Como comenta jactanciosamente la economista Deirdre McCloskey, si tu preocupación son los pobres del mundo, tienes que estar de celebración con la evolución económica del mundo estas décadas. Si solo te preocupas de los pobres de tu país, entonces no. Y es paradójico que sean precisamente las personas más cosmopolitas, las que más deberían destacar el progreso socioeconómico de la humanidad desde, como mínimo, la Segunda Guerra Mundial hasta la actualidad, las que, sin embargo, más se quejen del aumento de la desigualdad. En opinión de McCloskey, incluso el crecimiento de la desigualdad dentro de nuestro rico Occidente es cuestionable, pues, además del ejemplo inicial del teléfono móvil, cualquier bien de hoy día produce unas prestaciones mayores que antaño, de los frigoríficos a los neumáticos (¿recordáis qué frecuente era cambiar la rueda en el pasado en comparación con lo infrecuente que es sufrir un pinchazo hoy?).

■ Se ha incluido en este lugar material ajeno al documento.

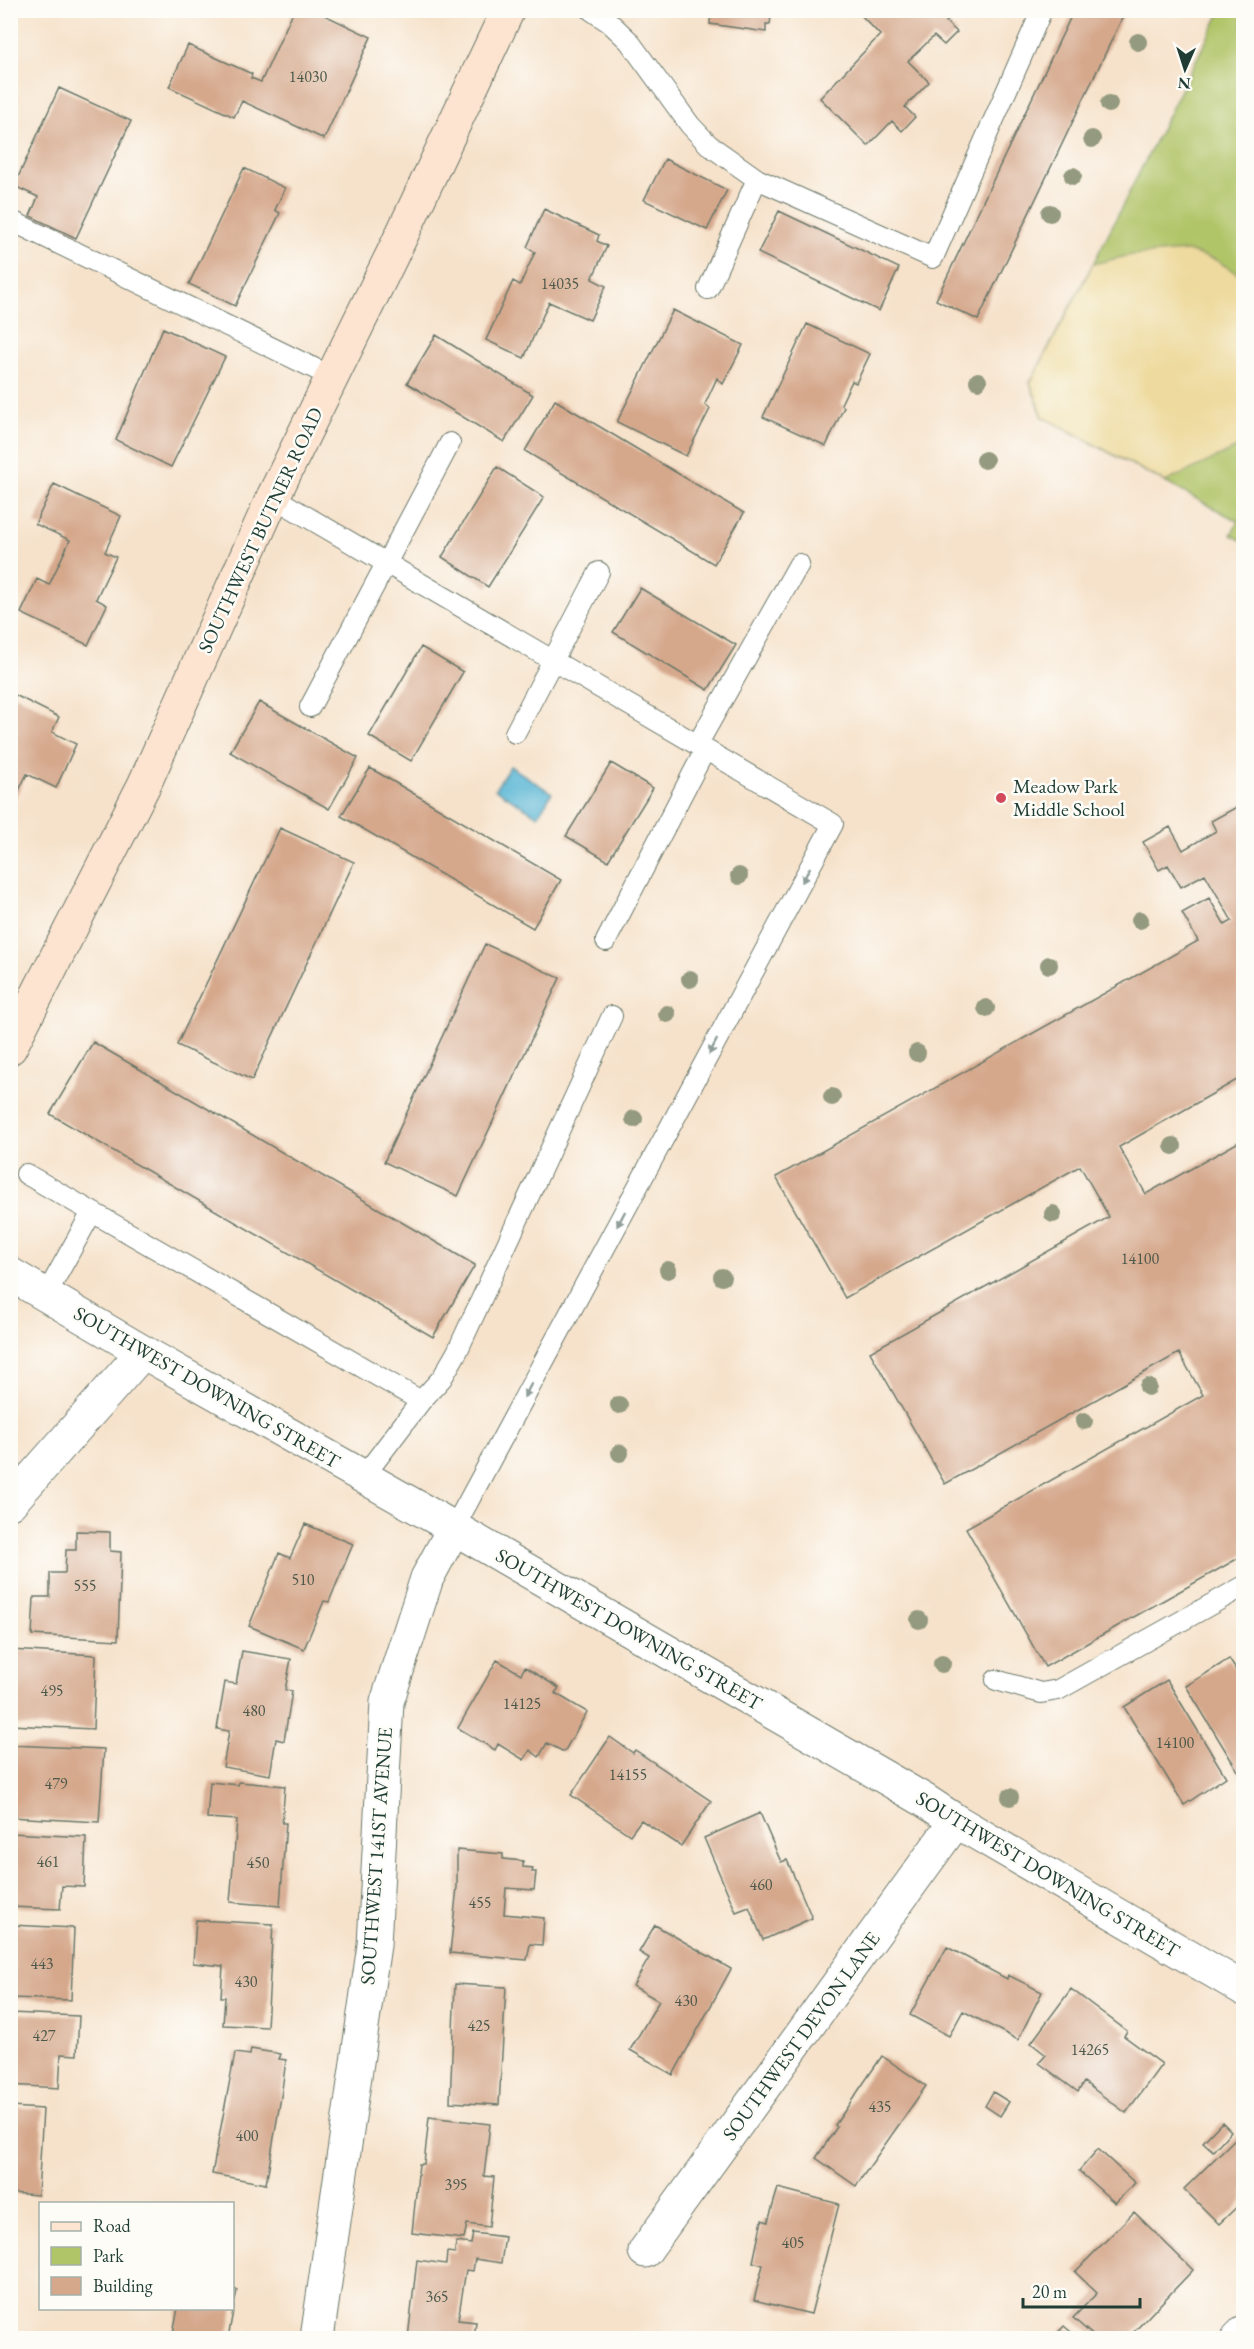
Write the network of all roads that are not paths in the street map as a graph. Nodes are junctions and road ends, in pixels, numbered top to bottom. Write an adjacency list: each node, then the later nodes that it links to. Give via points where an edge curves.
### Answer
1 (508, 10): 7 (street, SOUTHWEST BUTNER ROAD)
2 (591, 10): 4 (lane, via 629,40 709,146)
3 (1042, 10): 4 (lane, via 933,258)
4 (757, 179): 6 (lane)
5 (10, 220): 7 (lane)
6 (708, 289)
7 (332, 377): 9 (street, SOUTHWEST BUTNER ROAD)
8 (450, 443): 10 (lane)
9 (273, 497): 10 (lane); 19 (street, SOUTHWEST BUTNER ROAD, via 144,784)
10 (385, 562): 13 (lane); 14 (lane)
11 (799, 564): 16 (lane)
12 (599, 572): 13 (lane)
13 (553, 661): 15 (lane); 16 (lane)
14 (310, 707)
15 (515, 733)
16 (701, 748): 17 (lane); 28 (lane, one-way to 28, via 833,824)
17 (606, 941)
18 (612, 1016): 25 (lane, via 457,1352 442,1378)
19 (10, 1048)
20 (26, 1173): 21 (lane)
21 (92, 1212): 23 (lane); 25 (lane)
22 (10, 1274): 23 (street, SOUTHWEST DOWNING STREET)
23 (46, 1295): 24 (street, SOUTHWEST DOWNING STREET)
24 (143, 1352): 26 (street, SOUTHWEST DOWNING STREET); 27 (street)
25 (421, 1401): 26 (lane)
26 (364, 1476): 28 (street, SOUTHWEST DOWNING STREET)
27 (10, 1503)
28 (454, 1528): 31 (street, SOUTHWEST DOWNING STREET); 35 (street, SOUTHWEST 141ST AVENUE, via 427,1578 387,1702 374,1946)
29 (1244, 1586): 30 (lane, via 1058,1690 1041,1693)
30 (996, 1680)
31 (956, 1821): 32 (street, SOUTHWEST DOWNING STREET); 33 (street, SOUTHWEST DEVON LANE)
32 (1244, 1989)
33 (645, 2251)
34 (1244, 2332): 36 (street)
35 (317, 2338)
36 (1238, 2338)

El de McCloskey es un punto de vista radical, pero vale la pena planteárselo como sano contrapunto a las omnipresentes denuncias sobre el aumento de la desigualdad.
Vale, Víctor, pero ¿qué problema hay en señalar la creciente desigualdad (de ingresos, no tanto de riqueza) que sufre un país como España? Ninguno, si se hace con moderación. De hecho, todo lo contrario. Al visibilizar un problema que ciertamente existe podemos discutir fórmulas para mitigarlo – aunque siempre conscientes de que no ha existido sociedad sobre la faz de la tierra que haya erradicado completamente la desigualdad: de los finlandeses hoy a los aborígenes australianos, los grupos humanos teóricamente más iguales esconden desigualdades – y mitigar la desigualdad me parece, personalmente, un fin muy noble.
Pero, y aquí está la cuestión, tanto la evidencia experimental como de encuestas sugiere que si la desigualdad se convierte en una cuestión de discusión permanente, de forma similar a como está ocurriendo en nuestras sociedades, en las que el marco de referencia para discutir muchos asuntos es crecientemente la injusta desigualdad en la que vivimos, entonces los ciudadanos adoptan la actitud exactamente opuesta a la deseada por quienes quieren reducir la desigualdad. El planteamiento de que una sociedad es profundamente desigual, en primer lugar, agudiza en los individuos la necesidad (ya de por sí gravosa) de alcanzar un elevado estatus social; y, en segundo lugar, lleva a que los individuos crean que ese estatus no se puede lograr mediante las buenas obras (en términos psicológicos, el “prestigio”), sino a través de la imposición (en términos psicológicos, el “dominio”). Los individuos abandonan el discurso racionalista y adoptan visiones confrontacionales del mundo. En pocas palabras, acentuar demasiado la desigualdad nos brutaliza.
Abramos los ojos a las injusticias sociales, pero no los cerremos a las bendiciones del mundo moderno.